Sorry, benc, but I'm way past the stage where you can blame me for YOUR CHOICES. You want to put a knife to your wrist, I'll feel sorry for you, but it's YOUR CHOICE no matter what I or anyone else says or does. Not getting away with "blameshifting" benc.

"Nothing constructive?" Give me something constructive to work with other than "gee, I've been as selfish schmuck hooked on my gaming and neglecting my wife, but I've recently started doing the dishes and my laundry." Give me something other than "you want your marriage." Why would you want the marriage you had? Besides, you have yet to give me one reason to believe you understand the first thing about what marriage is and what a commitment to marriage means. BOTH you and your wife are fixated on "what you want and desire" and you seem to have little understanding of Standards and Boundaries.

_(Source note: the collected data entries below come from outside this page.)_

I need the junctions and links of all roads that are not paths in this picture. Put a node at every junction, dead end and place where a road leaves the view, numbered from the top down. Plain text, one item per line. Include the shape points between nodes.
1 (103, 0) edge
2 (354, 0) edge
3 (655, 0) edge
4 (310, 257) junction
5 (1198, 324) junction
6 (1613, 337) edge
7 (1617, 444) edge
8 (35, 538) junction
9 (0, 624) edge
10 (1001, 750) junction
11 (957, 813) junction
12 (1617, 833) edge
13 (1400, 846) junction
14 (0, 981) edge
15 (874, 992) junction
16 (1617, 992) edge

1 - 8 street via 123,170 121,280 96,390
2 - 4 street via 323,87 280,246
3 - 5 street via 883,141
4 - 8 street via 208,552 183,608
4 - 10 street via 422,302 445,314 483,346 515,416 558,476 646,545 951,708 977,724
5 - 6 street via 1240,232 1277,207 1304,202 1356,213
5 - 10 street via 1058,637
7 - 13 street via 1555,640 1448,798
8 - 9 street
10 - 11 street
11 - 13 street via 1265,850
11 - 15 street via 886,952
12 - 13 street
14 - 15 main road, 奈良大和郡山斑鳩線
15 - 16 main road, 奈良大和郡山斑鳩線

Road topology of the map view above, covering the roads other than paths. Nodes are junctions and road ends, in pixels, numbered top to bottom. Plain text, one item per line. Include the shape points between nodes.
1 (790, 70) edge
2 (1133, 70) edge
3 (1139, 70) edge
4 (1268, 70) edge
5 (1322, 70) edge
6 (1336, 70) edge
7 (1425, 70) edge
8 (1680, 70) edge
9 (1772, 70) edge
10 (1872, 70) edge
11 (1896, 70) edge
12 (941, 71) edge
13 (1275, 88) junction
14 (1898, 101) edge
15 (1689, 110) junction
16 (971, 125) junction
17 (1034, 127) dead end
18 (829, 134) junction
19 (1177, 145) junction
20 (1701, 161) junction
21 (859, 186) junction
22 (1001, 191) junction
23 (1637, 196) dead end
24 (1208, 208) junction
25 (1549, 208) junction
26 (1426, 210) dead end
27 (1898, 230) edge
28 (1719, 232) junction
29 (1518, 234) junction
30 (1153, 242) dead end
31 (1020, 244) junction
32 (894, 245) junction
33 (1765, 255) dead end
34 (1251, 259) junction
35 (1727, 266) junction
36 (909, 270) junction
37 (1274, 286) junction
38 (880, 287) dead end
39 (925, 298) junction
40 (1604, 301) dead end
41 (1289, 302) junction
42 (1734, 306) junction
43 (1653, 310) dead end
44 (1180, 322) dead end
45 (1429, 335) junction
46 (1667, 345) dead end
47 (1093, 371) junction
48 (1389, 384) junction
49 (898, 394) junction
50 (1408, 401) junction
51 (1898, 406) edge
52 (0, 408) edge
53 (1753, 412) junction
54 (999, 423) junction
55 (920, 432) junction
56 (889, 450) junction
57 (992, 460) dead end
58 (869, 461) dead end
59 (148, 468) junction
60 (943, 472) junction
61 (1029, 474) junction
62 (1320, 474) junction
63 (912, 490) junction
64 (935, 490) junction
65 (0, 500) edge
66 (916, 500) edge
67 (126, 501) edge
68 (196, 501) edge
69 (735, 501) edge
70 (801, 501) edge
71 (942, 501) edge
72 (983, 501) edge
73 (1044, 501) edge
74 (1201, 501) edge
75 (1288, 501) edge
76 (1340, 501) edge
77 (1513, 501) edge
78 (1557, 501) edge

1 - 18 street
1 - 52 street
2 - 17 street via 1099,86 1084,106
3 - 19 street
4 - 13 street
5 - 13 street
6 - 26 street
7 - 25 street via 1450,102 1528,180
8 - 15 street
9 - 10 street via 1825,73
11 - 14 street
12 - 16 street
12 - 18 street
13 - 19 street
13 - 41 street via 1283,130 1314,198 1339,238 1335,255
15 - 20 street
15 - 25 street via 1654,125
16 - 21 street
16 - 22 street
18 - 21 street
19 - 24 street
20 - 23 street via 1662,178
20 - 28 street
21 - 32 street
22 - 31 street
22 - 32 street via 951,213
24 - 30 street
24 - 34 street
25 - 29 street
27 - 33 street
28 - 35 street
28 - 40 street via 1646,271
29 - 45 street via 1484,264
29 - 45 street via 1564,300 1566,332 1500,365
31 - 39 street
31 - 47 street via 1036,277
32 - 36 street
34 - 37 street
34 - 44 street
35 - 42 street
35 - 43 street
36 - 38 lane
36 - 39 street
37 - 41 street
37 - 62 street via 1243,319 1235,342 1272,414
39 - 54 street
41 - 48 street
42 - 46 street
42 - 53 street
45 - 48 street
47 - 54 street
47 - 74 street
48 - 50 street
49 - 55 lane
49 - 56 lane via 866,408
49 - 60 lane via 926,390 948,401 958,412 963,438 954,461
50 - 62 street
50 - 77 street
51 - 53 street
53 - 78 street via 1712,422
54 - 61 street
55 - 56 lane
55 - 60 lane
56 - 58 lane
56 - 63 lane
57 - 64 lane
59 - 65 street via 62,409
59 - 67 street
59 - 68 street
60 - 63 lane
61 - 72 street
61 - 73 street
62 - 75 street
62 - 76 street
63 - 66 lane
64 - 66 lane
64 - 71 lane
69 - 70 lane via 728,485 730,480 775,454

Those who know me here know that I rarely get involved with trying to help someone recover their marriage without committing to a fairly substantial time commitment and to trying to understand what they are feeling and what stage of recovery they are in. Those who know me here also know that MY faith is very important to me and I also don't try to force my faith on someone, especially if they have made it clear that they don't want any "faith talk."

Simply because you are a child of God, even though you choose to deny Him, I was willing to see if a "kick in the pants" might get your attention. It did, but you also made it clear that you don't want any real changes in yourself that would help both you and your marriage. So I CHOOSE to let others who might think that they can help you in some way do so.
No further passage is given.